He walked with his boss to the door and they stepped outside in the bright cold.

"Larry, you gotta be straight with me," his boss said, lighting a cigarette. "It's been a week. What's wrong? You said you'd have the instrument working in hours. We're behind schedule. We can't hold off going to pole too much longer or we're going to lose our slot."

"I just need to get a few parts machined. A few more days..." he said.

"I don't think so. We don't have a few more days." He tossed his match into a can marked "construction waste--FLAMMABLE". Lauren's reflex was to flinch, expecting a small explosion. It didn't happen.

Lauren said, "You want this to work or what? I told you what the damage was. You saying you can get it done faster?"

"I'm telling you I have eyes. I see what you're doing."

"What do you think you see? I'll tell you what you see. You see a man working his ass off to save the season, that's what."

His boss took a final drag on the cigarette and tossed the burning butt into the construction waste can. There was a quiet "whump" and a two foot green flame emerged from the can. The gray paint on the outside of the can peeled off and fell onto the ice. The flame went out and the outside of the can smoked as if it had been witness to a nuclear blast.

Lauren's boss ignored it. He said, "You're in the same room. Am I right?"

"Who's in what room?"

"Suddenly I'm an idiot? She's living with you, Larry. The whole fucking station knows about it."

"Yeah, well--" and Lauren's mind went blank. Then he thought of Carrie dancing inside. Wondered how naked she was. He'd have to get in there and bring her back to the room before she went too far and some other guys got the wrong idea.

He went to the door.

He heard his boss say, "I can't believe this. What the hell's wrong with you? You stand here and finish this conversation," but he couldn't explain. There wasn't time.

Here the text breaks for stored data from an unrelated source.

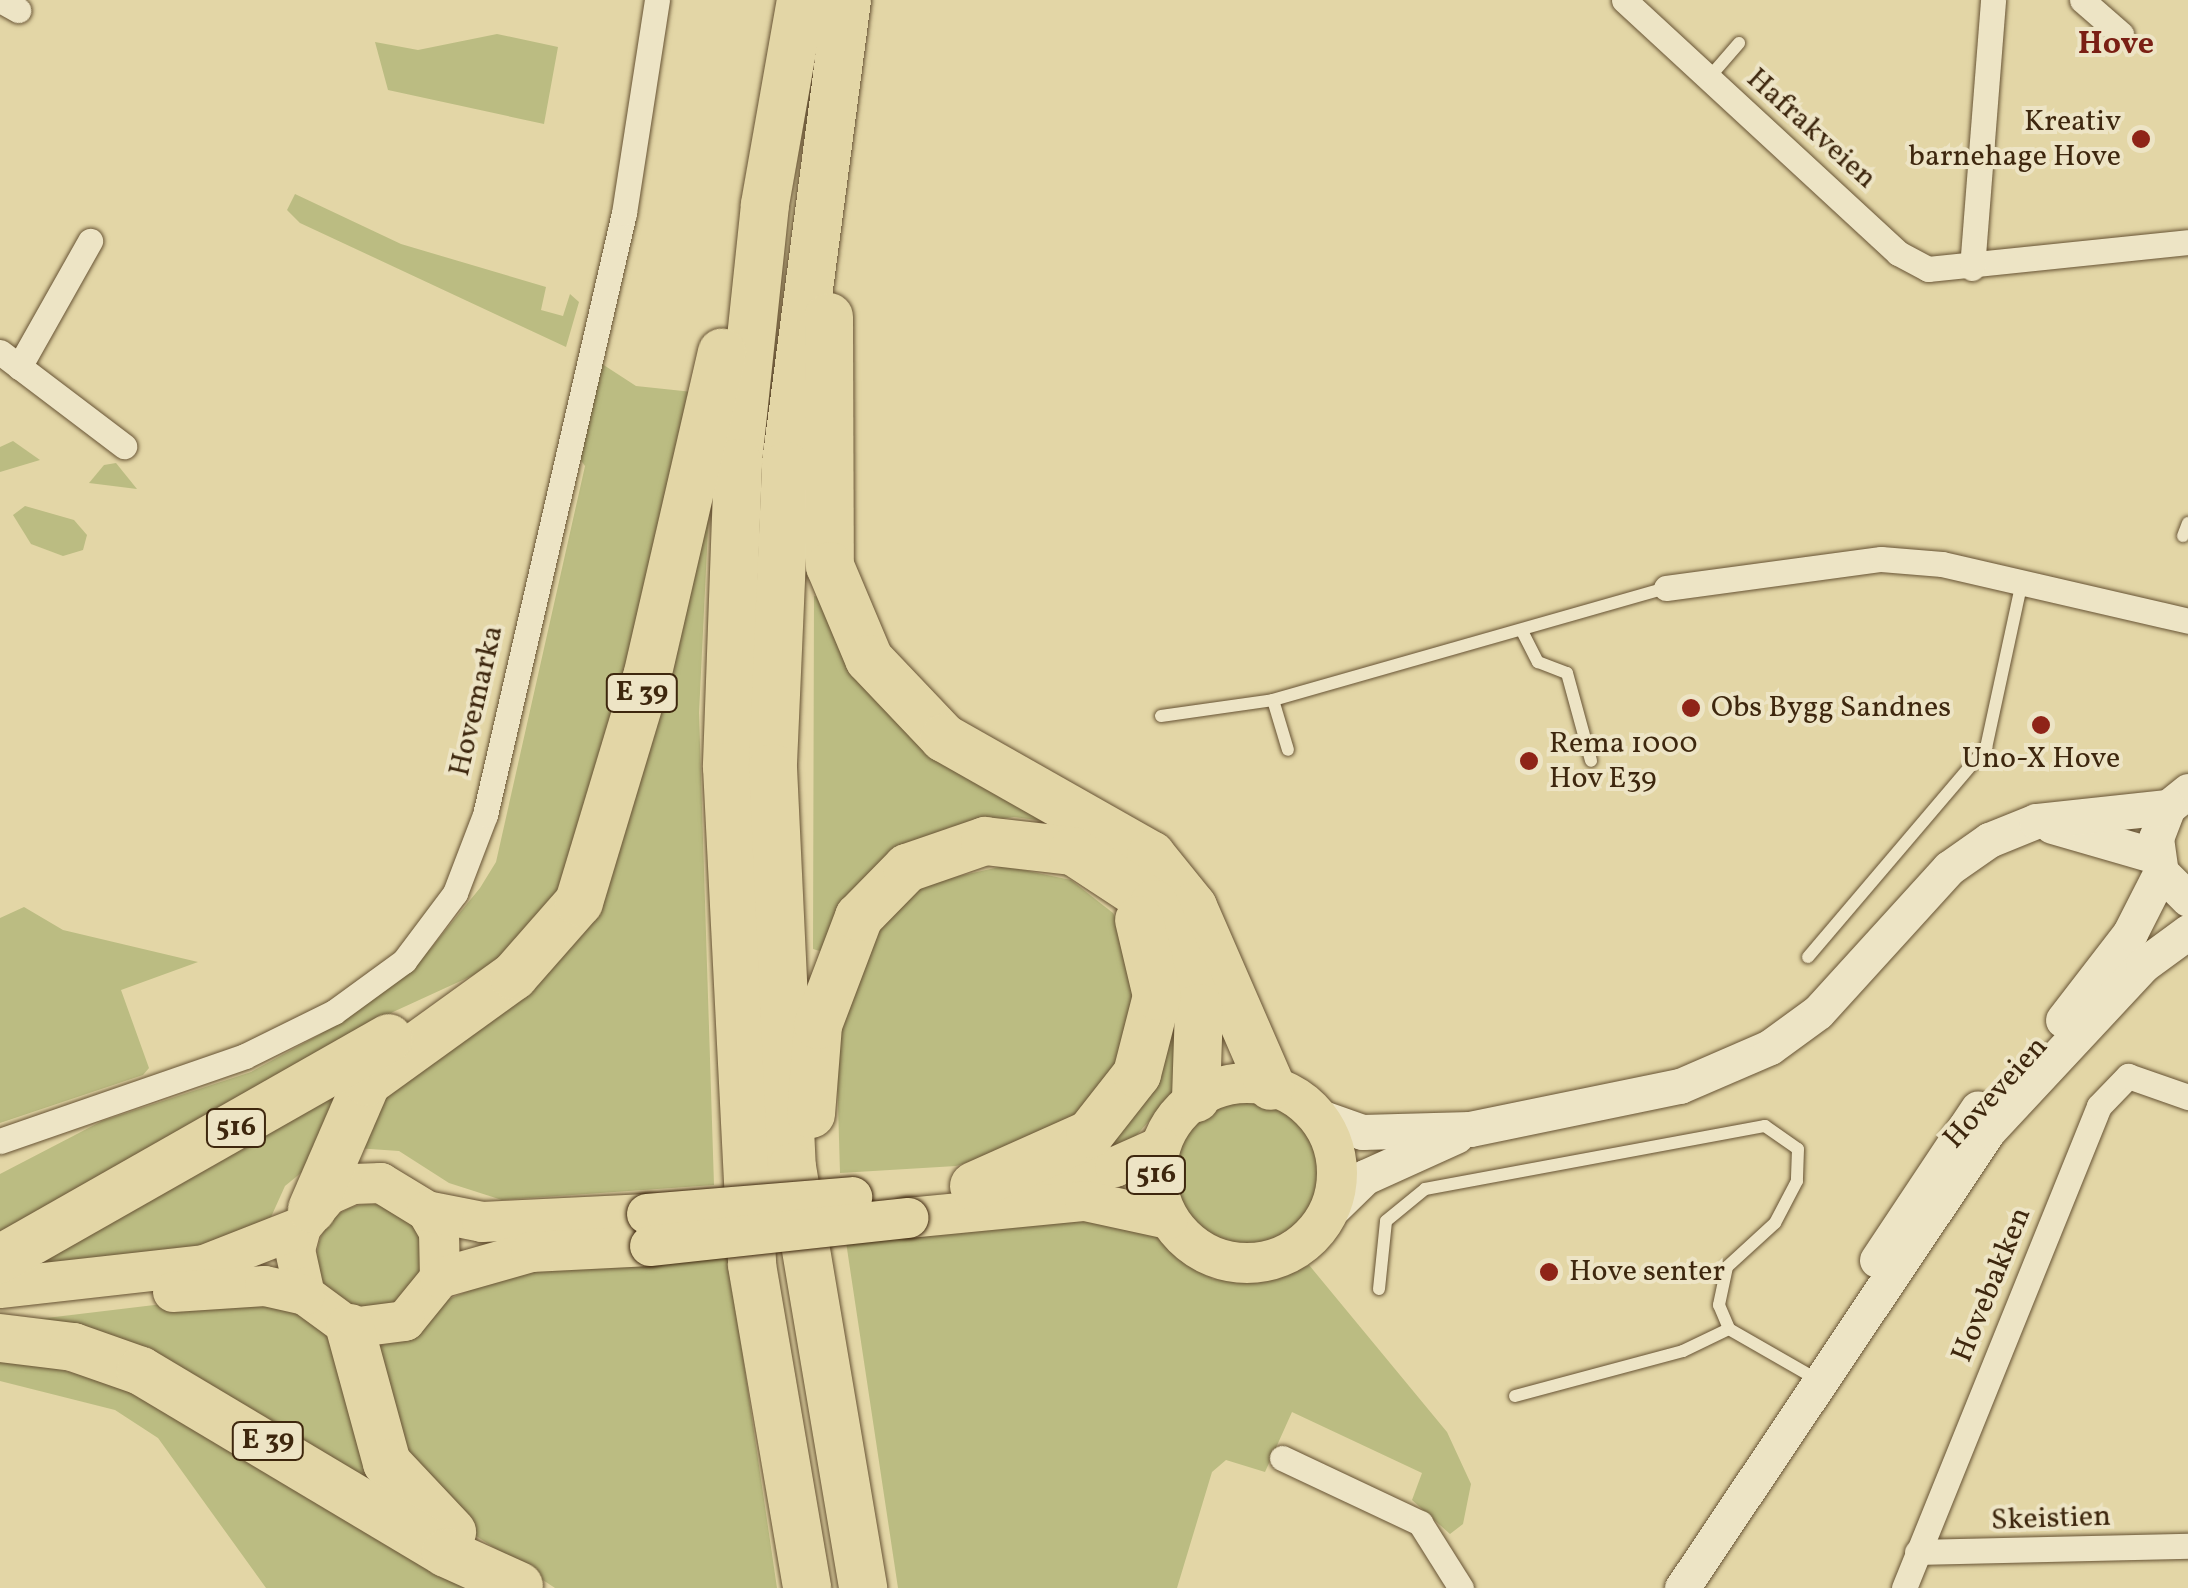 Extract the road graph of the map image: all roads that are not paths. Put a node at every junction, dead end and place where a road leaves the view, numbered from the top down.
1 (656, 0) edge
2 (801, 0) edge
3 (847, 0) edge
4 (1624, 0) edge
5 (1992, 0) edge
6 (2082, 0) edge
7 (2121, 34) dead end
8 (1739, 43) dead end
9 (786, 73) junction
10 (1707, 80) junction
11 (828, 108) junction
12 (90, 242) dead end
13 (2188, 242) edge
14 (1972, 268) junction
15 (10, 359) edge
16 (124, 446) dead end
17 (2022, 581) junction
18 (1666, 588) joint
19 (2188, 621) edge
20 (1522, 631) junction
21 (1273, 700) junction
22 (1161, 716) dead end
23 (1288, 750) dead end
24 (1591, 761) dead end
25 (2181, 791) edge
26 (2036, 822) junction
27 (2159, 864) junction
28 (1124, 884) junction
29 (2188, 899) edge
30 (753, 910) junction
31 (2188, 932) edge
32 (1808, 957) dead end
33 (473, 998) junction
34 (1271, 1086) junction
35 (2188, 1097) edge
36 (1196, 1098) junction
37 (1317, 1116) junction
38 (1470, 1129) junction
39 (0, 1140) edge
40 (1160, 1147) junction
41 (974, 1186) junction
42 (907, 1205) junction
43 (427, 1211) junction
44 (1327, 1214) junction
45 (306, 1218) junction
46 (1168, 1218) junction
47 (648, 1230) junction
48 (0, 1259) edge
49 (440, 1278) junction
50 (0, 1288) edge
51 (1379, 1288) dead end
52 (305, 1295) junction
53 (0, 1312) edge
54 (815, 1318) junction
55 (1853, 1326) junction
56 (350, 1328) junction
57 (1730, 1329) junction
58 (0, 1338) edge
59 (1818, 1380) junction
60 (1515, 1396) dead end
61 (1282, 1458) dead end
62 (2188, 1546) edge
63 (1917, 1552) junction
64 (520, 1587) edge
65 (807, 1588) edge
66 (864, 1588) edge
67 (1461, 1588) edge
68 (1682, 1588) edge
69 (1904, 1588) edge

1 - 39 street, Hovemarka
2 - 9 highway, E 39
3 - 11 highway, E 39
4 - 10 street, Hafrakveien
5 - 14 street
6 - 7 street
8 - 10 lane
9 - 30 highway, E 39
9 - 33 highway, E 39
10 - 14 street, Hafrakveien
11 - 30 highway, E 39
11 - 34 highway, E 39
12 - 15 street
13 - 14 street, Hafrakveien
15 - 16 street
17 - 18 street
17 - 19 street
17 - 32 lane
18 - 20 lane
20 - 21 lane
20 - 24 lane
21 - 22 lane
21 - 23 lane
25 - 26 main road
25 - 27 main road, Hoveveien
26 - 27 main road
26 - 38 main road
27 - 29 main road
27 - 55 main road, Hoveveien
28 - 36 highway, E 39
28 - 41 highway
28 - 54 highway, E 39
30 - 54 highway, E 39
30 - 65 highway, E 39
31 - 55 main road, Hoveveien
33 - 45 highway, E 39
33 - 48 highway, 516
34 - 36 main road
34 - 37 main road
35 - 63 street, Hovebakken
36 - 40 main road, 516
37 - 38 main road
37 - 44 main road
38 - 44 main road
40 - 41 main road, 516
40 - 46 main road, 516
41 - 42 main road, 516
42 - 46 main road, 516
42 - 47 main road, 516, bridge
43 - 45 main road, 516
43 - 47 main road, 516
43 - 49 main road
44 - 46 main road, 516
45 - 50 main road, 516
45 - 52 main road
47 - 49 main road, 516
49 - 56 main road
51 - 57 lane
52 - 53 main road
52 - 56 main road
54 - 66 highway, E 39
55 - 59 main road, Hoveveien
56 - 64 highway, E 39
57 - 59 lane
57 - 60 lane
58 - 64 highway, E 39
59 - 68 main road, Hoveveien
61 - 67 street
62 - 63 street, Skeistien
63 - 69 street, Hovebakken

When he got inside the crowd had formed a circle. Carrie and one of the helo tech guys were dancing topless, doing a version of the Lambada as interpreted by a break dancer.

He stopped at the edge of the circle peering in. "Who's that?" Lauren asked Karen, the bartender.

"You mean Carrie?" she replied, then she saw to whom she was speaking and corrected herself. She said, "That's 2003," with a certain degree of disgust. The way she looked at Lauren made him feel she was angry with him. He hardly knew her, but he knew some people were always unhappy.

When the dance was over Lauren gave Carrie his outer layer poly pro shirt so she wouldn't have to walk outside with her breasts exposed to Antarctica. They went back to their room holding hands.

*



That night as he lay on his back in the bed they assembled by pushing together the two singles, he noticed holes and stains on the ceiling of the doom room. A red splotch merged with something blue and lumpy to make a purple stalactite right over his head. There were numerous blue ringed pinholes and a bic pen that appeared to have been embedded in the ceiling since the Truman administration.

His body felt smooth and quiet and for once his head cleared so he could process what had happened sensibly. For once things had not been as he anticipated them. Carrie had told him before they started, "Just because you watch the races, that doesn't make you Secretariat," and he understood what she meant. Sex had been nothing like he expected. Twenty-two years of living. He'd seen all the pictures and mpgs and full-length DVDs. He expected the moaning and grasping and pumping and sweating and in real life none of it had been that.

He hadn't expected it would start the moment her stomach touched his. It was nothing--absolutely nothing--like his own occasions of secret self-abuse. The moment her hands moved down his sides. He hadn't expected there would be something beyond simple body heat--something invisible and electric. It built with her movement and accelerated until it peaked at that endorphin rush he thought he was familiar with. But it was more intense. If his mind had been forcefully removed from his brain before, it was now crushed beyond recognition under a sno-cat tread.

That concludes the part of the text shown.